Five years ago I used this elaborate timeline to illustrate where I saw myself in relation to others in terms of technology awareness. A little out front (at the time) of most of our company… waaay behind the Smart Kids.

For much of the past 15 years I’ve been annoying people (mostly at work) with the latest gadget or –more recently– app. There were early adopters like me; others who would get on board once they clearly saw some proven value to their current job; and still others who jammed their fingers in their ears, chanting “la la la la la la I can’t HEAR you!”

This group always referred to “the Internet thing,” and to this day think Twitter is about what you had for lunch.

But something has changed. People are starting stop by my office or my table at the Coffee Zone and ask for a crash course in all this stuff I’ve been yapping about. It’s as though they woke up one morning and realized, “Shit! I’m way behind!”

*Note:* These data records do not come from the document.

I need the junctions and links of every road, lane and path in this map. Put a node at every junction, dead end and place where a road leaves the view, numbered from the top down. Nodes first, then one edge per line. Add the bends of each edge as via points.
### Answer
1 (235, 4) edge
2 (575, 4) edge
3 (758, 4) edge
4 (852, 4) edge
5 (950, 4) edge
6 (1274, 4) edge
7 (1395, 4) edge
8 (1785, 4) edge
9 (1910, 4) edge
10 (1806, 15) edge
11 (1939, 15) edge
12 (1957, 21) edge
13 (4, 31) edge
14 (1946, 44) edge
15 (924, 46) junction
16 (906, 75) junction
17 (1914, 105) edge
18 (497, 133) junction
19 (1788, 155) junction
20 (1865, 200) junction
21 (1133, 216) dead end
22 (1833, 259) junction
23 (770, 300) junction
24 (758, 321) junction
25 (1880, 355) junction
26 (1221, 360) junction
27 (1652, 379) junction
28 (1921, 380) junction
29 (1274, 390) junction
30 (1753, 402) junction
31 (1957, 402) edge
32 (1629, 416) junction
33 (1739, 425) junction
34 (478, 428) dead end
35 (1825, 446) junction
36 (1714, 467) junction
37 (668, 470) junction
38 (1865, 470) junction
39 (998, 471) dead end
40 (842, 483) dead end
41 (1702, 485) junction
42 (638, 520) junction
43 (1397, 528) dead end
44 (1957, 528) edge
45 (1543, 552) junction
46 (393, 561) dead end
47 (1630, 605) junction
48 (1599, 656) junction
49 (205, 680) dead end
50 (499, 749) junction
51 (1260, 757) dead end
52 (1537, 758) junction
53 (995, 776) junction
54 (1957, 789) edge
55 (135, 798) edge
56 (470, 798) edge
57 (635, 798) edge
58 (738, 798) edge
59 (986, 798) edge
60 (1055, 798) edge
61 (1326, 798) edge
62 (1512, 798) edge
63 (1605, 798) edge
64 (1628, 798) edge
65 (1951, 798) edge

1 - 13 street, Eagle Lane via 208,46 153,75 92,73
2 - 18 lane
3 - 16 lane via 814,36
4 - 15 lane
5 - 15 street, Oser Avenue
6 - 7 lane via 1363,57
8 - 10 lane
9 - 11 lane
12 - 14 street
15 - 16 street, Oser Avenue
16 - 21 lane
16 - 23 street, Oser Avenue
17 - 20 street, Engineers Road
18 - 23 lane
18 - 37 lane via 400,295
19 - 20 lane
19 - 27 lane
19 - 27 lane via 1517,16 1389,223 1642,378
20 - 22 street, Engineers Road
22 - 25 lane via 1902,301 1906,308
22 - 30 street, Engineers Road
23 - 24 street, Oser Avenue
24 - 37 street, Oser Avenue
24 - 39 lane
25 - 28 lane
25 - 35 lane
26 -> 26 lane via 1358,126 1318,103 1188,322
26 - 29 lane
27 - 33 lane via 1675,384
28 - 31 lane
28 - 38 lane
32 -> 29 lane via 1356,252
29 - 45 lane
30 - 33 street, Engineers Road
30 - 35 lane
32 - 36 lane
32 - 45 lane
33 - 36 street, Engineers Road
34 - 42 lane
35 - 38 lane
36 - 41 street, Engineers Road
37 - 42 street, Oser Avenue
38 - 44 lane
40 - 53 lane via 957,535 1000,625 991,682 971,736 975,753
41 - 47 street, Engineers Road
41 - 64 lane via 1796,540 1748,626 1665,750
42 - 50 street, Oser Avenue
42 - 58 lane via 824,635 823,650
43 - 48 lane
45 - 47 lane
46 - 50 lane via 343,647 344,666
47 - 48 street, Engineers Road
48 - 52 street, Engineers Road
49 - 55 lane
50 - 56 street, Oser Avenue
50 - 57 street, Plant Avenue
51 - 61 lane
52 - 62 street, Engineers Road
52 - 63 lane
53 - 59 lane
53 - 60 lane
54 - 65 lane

Let me hasten to add, there is NOTHING I know that any reasonably intelligent person can’t pick up. But just as you can learn to speek Italian from a series of CD’s, you won’t really understand the language until you live in Genoa for a few years. It’s a cultural thing.

If I had to guess at what has brought this on –if, indeed, something has changed– I’d say it’s the iPhone and the iPad. The web has moved from your desktop (which you leave behind every night at 5 o’clock) to your pocket.

These latter day Luddites are hearing more and more expressions (from customers!) the meaning of which they have only the vaguest idea.

I’m doing my best to purge any “I told you so” from my thinking, but the simple truth is, a lot of these folks won’t catch up. They’re trapped on the wrong side of the digital divide. By the time they scramble up and over… everyone will have moved on.

Ehi, aspetta per me voi ragazzi!

Growing up with the iPhone

The iPhone belongs to the little girl’s mother but one assumes she’ll have her own (or her mom won’t). They’re watching YouTube videos (I believe I hear the lilting strains of “Friday”).

The iPhone will be a transparent part of their lives (rather than the magical device it is for us). As adults, they’ll laugh at the quaint old iPhones of their youth (think rotary dials and party lines). How they will communicate in that oh-so-close future, I cannot imagine.